>>>>

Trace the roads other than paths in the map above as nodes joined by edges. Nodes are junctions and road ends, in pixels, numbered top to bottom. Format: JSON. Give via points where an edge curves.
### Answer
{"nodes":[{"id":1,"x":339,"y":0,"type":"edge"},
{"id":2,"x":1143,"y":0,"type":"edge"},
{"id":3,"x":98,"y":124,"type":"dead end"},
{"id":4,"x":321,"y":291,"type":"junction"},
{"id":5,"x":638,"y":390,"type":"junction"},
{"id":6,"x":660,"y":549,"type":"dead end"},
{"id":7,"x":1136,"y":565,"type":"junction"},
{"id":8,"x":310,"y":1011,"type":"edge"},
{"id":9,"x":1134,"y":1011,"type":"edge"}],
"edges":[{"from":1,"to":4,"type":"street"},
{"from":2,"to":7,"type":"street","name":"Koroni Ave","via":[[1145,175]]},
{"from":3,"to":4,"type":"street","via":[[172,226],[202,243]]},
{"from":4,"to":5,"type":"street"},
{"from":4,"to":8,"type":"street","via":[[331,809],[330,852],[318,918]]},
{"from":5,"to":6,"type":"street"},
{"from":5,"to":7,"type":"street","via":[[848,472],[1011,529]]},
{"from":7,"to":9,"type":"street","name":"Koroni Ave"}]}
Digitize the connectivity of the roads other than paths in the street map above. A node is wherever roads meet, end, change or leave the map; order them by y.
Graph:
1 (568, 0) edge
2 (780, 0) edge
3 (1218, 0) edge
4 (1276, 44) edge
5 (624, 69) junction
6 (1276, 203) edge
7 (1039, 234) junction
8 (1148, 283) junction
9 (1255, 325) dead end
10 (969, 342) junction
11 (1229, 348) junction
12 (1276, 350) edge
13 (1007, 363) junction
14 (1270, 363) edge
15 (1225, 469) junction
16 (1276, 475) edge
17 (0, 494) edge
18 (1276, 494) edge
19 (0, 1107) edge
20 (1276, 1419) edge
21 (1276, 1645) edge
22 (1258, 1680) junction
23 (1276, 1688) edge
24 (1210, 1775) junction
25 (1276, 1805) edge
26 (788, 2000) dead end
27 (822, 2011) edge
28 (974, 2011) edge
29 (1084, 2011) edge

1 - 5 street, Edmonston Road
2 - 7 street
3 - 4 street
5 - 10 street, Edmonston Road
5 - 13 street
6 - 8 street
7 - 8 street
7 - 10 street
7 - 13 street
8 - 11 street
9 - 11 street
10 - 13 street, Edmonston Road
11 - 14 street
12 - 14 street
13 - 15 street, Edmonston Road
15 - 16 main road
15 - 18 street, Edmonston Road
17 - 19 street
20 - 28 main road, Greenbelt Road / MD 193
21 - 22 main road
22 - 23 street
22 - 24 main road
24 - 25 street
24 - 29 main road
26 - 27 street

<<<<

WHAT IS EXPECTED: Please state how many lines of the listing contain the string "other". Give only that number.

RESPONSE AREA: 2